> _Problem_:
All of the data must be printed exactly; please include every line.

> _Items from a data source_:
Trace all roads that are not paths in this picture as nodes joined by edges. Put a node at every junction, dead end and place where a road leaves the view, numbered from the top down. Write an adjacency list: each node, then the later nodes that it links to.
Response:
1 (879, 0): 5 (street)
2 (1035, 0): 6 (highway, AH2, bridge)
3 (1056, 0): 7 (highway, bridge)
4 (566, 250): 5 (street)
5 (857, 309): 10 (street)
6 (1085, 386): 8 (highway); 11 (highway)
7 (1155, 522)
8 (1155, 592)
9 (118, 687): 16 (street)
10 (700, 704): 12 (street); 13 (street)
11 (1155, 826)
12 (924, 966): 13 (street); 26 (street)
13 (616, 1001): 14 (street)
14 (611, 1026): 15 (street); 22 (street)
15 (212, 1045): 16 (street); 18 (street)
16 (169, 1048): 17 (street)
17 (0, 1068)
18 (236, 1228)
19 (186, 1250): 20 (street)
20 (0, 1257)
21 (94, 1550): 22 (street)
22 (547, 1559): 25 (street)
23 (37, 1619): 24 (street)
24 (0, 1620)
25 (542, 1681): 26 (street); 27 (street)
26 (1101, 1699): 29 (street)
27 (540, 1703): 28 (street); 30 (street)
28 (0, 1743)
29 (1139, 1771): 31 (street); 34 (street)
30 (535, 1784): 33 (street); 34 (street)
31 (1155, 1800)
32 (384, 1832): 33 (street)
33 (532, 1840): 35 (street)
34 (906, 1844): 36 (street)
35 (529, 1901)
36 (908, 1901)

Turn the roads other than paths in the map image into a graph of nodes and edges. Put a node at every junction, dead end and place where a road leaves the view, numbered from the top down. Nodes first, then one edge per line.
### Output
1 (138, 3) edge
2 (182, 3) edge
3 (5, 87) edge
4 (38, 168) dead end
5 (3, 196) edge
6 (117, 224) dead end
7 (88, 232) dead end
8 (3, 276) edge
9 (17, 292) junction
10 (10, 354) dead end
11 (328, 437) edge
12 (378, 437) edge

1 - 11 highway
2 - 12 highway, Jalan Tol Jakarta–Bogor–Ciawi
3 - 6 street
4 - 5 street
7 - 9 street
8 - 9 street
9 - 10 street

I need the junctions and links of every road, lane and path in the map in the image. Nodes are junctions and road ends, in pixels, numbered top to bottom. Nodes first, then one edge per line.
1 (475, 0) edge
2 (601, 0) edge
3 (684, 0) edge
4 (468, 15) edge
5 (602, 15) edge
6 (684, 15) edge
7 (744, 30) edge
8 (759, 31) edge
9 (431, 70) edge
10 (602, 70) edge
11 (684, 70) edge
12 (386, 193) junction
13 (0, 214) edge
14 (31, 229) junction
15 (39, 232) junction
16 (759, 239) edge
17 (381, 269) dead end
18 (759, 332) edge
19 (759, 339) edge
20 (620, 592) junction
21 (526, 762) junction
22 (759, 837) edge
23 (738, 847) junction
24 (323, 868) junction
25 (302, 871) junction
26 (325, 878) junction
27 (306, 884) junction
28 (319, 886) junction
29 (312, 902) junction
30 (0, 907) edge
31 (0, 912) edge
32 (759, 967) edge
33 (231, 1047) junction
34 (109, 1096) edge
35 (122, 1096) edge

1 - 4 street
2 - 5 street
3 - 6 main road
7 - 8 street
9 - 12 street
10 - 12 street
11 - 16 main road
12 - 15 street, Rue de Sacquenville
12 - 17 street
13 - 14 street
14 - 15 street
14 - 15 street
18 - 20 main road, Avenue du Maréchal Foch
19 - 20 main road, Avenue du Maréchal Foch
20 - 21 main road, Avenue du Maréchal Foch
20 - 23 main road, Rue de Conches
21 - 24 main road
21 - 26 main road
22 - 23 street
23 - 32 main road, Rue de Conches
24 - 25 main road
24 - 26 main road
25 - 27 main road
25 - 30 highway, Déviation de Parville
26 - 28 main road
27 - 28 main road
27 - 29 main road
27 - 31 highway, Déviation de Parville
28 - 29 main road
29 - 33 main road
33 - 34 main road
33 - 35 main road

> _Task output_:
Trace all roads that are not paths in this picture as nodes joined by edges. Put a node at every junction, dead end and place where a road leaves the view, numbered from the top down. Write an adjacency list: each node, then the later nodes that it links to.
Response:
1 (879, 0): 5 (street)
2 (1035, 0): 6 (highway, AH2, bridge)
3 (1056, 0): 7 (highway, bridge)
4 (566, 250): 5 (street)
5 (857, 309): 10 (street)
6 (1085, 386): 8 (highway); 11 (highway)
7 (1155, 522)
8 (1155, 592)
9 (118, 687): 16 (street)
10 (700, 704): 12 (street); 13 (street)
11 (1155, 826)
12 (924, 966): 13 (street); 26 (street)
13 (616, 1001): 14 (street)
14 (611, 1026): 15 (street); 22 (street)
15 (212, 1045): 16 (street); 18 (street)
16 (169, 1048): 17 (street)
17 (0, 1068)
18 (236, 1228)
19 (186, 1250): 20 (street)
20 (0, 1257)
21 (94, 1550): 22 (street)
22 (547, 1559): 25 (street)
23 (37, 1619): 24 (street)
24 (0, 1620)
25 (542, 1681): 26 (street); 27 (street)
26 (1101, 1699): 29 (street)
27 (540, 1703): 28 (street); 30 (street)
28 (0, 1743)
29 (1139, 1771): 31 (street); 34 (street)
30 (535, 1784): 33 (street); 34 (street)
31 (1155, 1800)
32 (384, 1832): 33 (street)
33 (532, 1840): 35 (street)
34 (906, 1844): 36 (street)
35 (529, 1901)
36 (908, 1901)

Turn the roads other than paths in the map image into a graph of nodes and edges. Put a node at every junction, dead end and place where a road leaves the view, numbered from the top down. Nodes first, then one edge per line.
### Output
1 (138, 3) edge
2 (182, 3) edge
3 (5, 87) edge
4 (38, 168) dead end
5 (3, 196) edge
6 (117, 224) dead end
7 (88, 232) dead end
8 (3, 276) edge
9 (17, 292) junction
10 (10, 354) dead end
11 (328, 437) edge
12 (378, 437) edge

1 - 11 highway
2 - 12 highway, Jalan Tol Jakarta–Bogor–Ciawi
3 - 6 street
4 - 5 street
7 - 9 street
8 - 9 street
9 - 10 street

I need the junctions and links of every road, lane and path in the map in the image. Nodes are junctions and road ends, in pixels, numbered top to bottom. Nodes first, then one edge per line.
1 (475, 0) edge
2 (601, 0) edge
3 (684, 0) edge
4 (468, 15) edge
5 (602, 15) edge
6 (684, 15) edge
7 (744, 30) edge
8 (759, 31) edge
9 (431, 70) edge
10 (602, 70) edge
11 (684, 70) edge
12 (386, 193) junction
13 (0, 214) edge
14 (31, 229) junction
15 (39, 232) junction
16 (759, 239) edge
17 (381, 269) dead end
18 (759, 332) edge
19 (759, 339) edge
20 (620, 592) junction
21 (526, 762) junction
22 (759, 837) edge
23 (738, 847) junction
24 (323, 868) junction
25 (302, 871) junction
26 (325, 878) junction
27 (306, 884) junction
28 (319, 886) junction
29 (312, 902) junction
30 (0, 907) edge
31 (0, 912) edge
32 (759, 967) edge
33 (231, 1047) junction
34 (109, 1096) edge
35 (122, 1096) edge

1 - 4 street
2 - 5 street
3 - 6 main road
7 - 8 street
9 - 12 street
10 - 12 street
11 - 16 main road
12 - 15 street, Rue de Sacquenville
12 - 17 street
13 - 14 street
14 - 15 street
14 - 15 street
18 - 20 main road, Avenue du Maréchal Foch
19 - 20 main road, Avenue du Maréchal Foch
20 - 21 main road, Avenue du Maréchal Foch
20 - 23 main road, Rue de Conches
21 - 24 main road
21 - 26 main road
22 - 23 street
23 - 32 main road, Rue de Conches
24 - 25 main road
24 - 26 main road
25 - 27 main road
25 - 30 highway, Déviation de Parville
26 - 28 main road
27 - 28 main road
27 - 29 main road
27 - 31 highway, Déviation de Parville
28 - 29 main road
29 - 33 main road
33 - 34 main road
33 - 35 main road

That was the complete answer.